++++ INPUT MATERIAL ++++

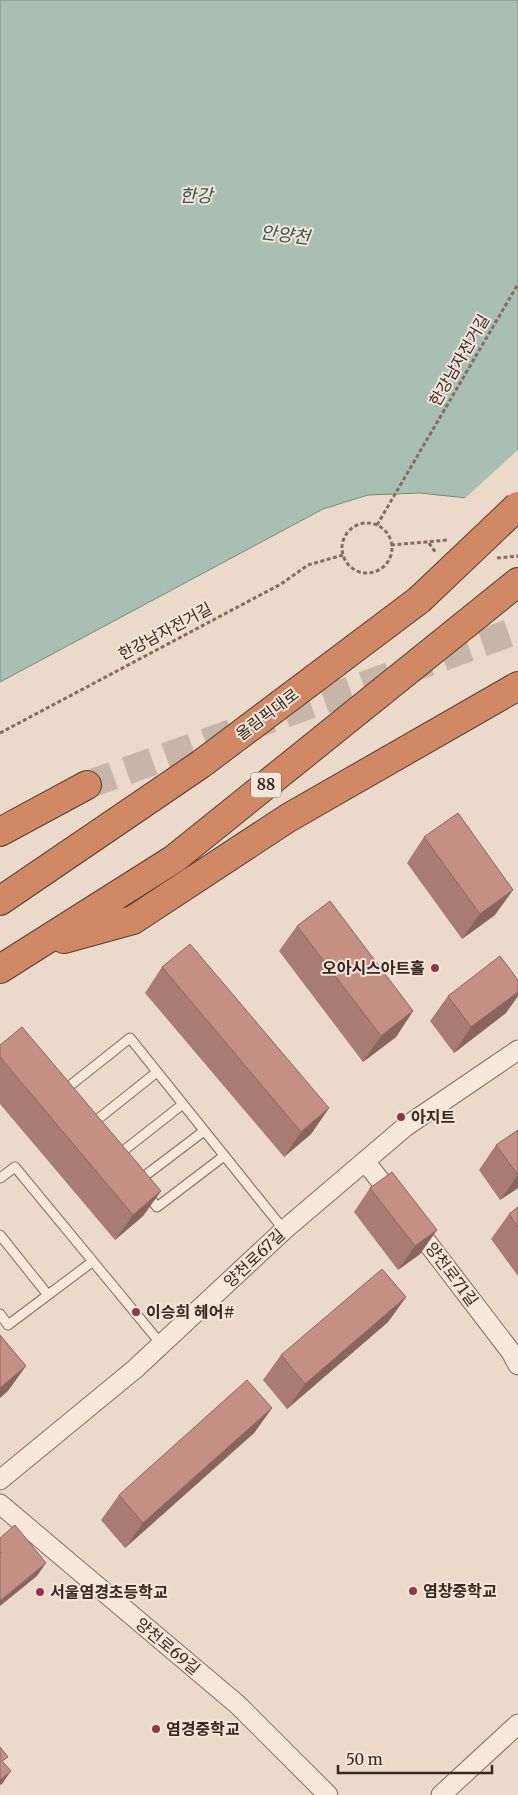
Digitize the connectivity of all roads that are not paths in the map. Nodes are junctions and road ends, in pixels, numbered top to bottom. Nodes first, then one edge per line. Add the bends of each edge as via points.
1 (518, 506) edge
2 (518, 582) edge
3 (518, 686) edge
4 (87, 785) tunnel mouth
5 (0, 832) edge
6 (0, 900) edge
7 (36, 947) junction
8 (0, 969) edge
9 (518, 1050) edge
10 (157, 1072) junction
11 (78, 1102) edge
12 (183, 1104) junction
13 (93, 1123) edge
14 (204, 1131) junction
15 (118, 1155) edge
16 (224, 1156) junction
17 (365, 1161) junction
18 (0, 1178) edge
19 (284, 1230) junction
20 (0, 1235) edge
21 (92, 1262) junction
22 (48, 1295) junction
23 (0, 1314) edge
24 (161, 1344) junction
25 (518, 1365) edge
26 (0, 1480) edge
27 (0, 1504) edge
28 (518, 1724) edge
29 (328, 1795) edge
30 (441, 1795) edge

1 - 6 highway, 올림픽대로, bridge via 419,600 201,764
2 - 7 highway, 88 via 174,859
3 - 7 highway via 288,818 132,920
4 - 5 highway
7 - 8 highway, 88
9 - 17 street, 양천로67길 via 405,1127
10 - 11 lane via 130,1038 67,1088
10 - 12 lane
10 - 13 lane
12 - 14 lane
12 - 15 lane
14 - 16 lane
14 - 16 lane via 135,1178 157,1206
16 - 19 lane
17 - 19 street, 양천로67길
17 - 25 street, 양천로71길
18 - 21 lane via 14,1167
19 - 24 street, 양천로67길
20 - 22 lane
21 - 22 lane
21 - 24 lane
22 - 23 lane via 8,1325
24 - 26 street, 양천로67길
27 - 29 street, 양천로69길 via 238,1706
28 - 30 street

++++

> **YOUR OBJECTIVE**
Please output the records above exactly, without the pictures.

> **THE COMPLETED TASK**
Digitize the connectivity of all roads that are not paths in the map. Nodes are junctions and road ends, in pixels, numbered top to bottom. Nodes first, then one edge per line. Add the bends of each edge as via points.
1 (518, 506) edge
2 (518, 582) edge
3 (518, 686) edge
4 (87, 785) tunnel mouth
5 (0, 832) edge
6 (0, 900) edge
7 (36, 947) junction
8 (0, 969) edge
9 (518, 1050) edge
10 (157, 1072) junction
11 (78, 1102) edge
12 (183, 1104) junction
13 (93, 1123) edge
14 (204, 1131) junction
15 (118, 1155) edge
16 (224, 1156) junction
17 (365, 1161) junction
18 (0, 1178) edge
19 (284, 1230) junction
20 (0, 1235) edge
21 (92, 1262) junction
22 (48, 1295) junction
23 (0, 1314) edge
24 (161, 1344) junction
25 (518, 1365) edge
26 (0, 1480) edge
27 (0, 1504) edge
28 (518, 1724) edge
29 (328, 1795) edge
30 (441, 1795) edge

1 - 6 highway, 올림픽대로, bridge via 419,600 201,764
2 - 7 highway, 88 via 174,859
3 - 7 highway via 288,818 132,920
4 - 5 highway
7 - 8 highway, 88
9 - 17 street, 양천로67길 via 405,1127
10 - 11 lane via 130,1038 67,1088
10 - 12 lane
10 - 13 lane
12 - 14 lane
12 - 15 lane
14 - 16 lane
14 - 16 lane via 135,1178 157,1206
16 - 19 lane
17 - 19 street, 양천로67길
17 - 25 street, 양천로71길
18 - 21 lane via 14,1167
19 - 24 street, 양천로67길
20 - 22 lane
21 - 22 lane
21 - 24 lane
22 - 23 lane via 8,1325
24 - 26 street, 양천로67길
27 - 29 street, 양천로69길 via 238,1706
28 - 30 street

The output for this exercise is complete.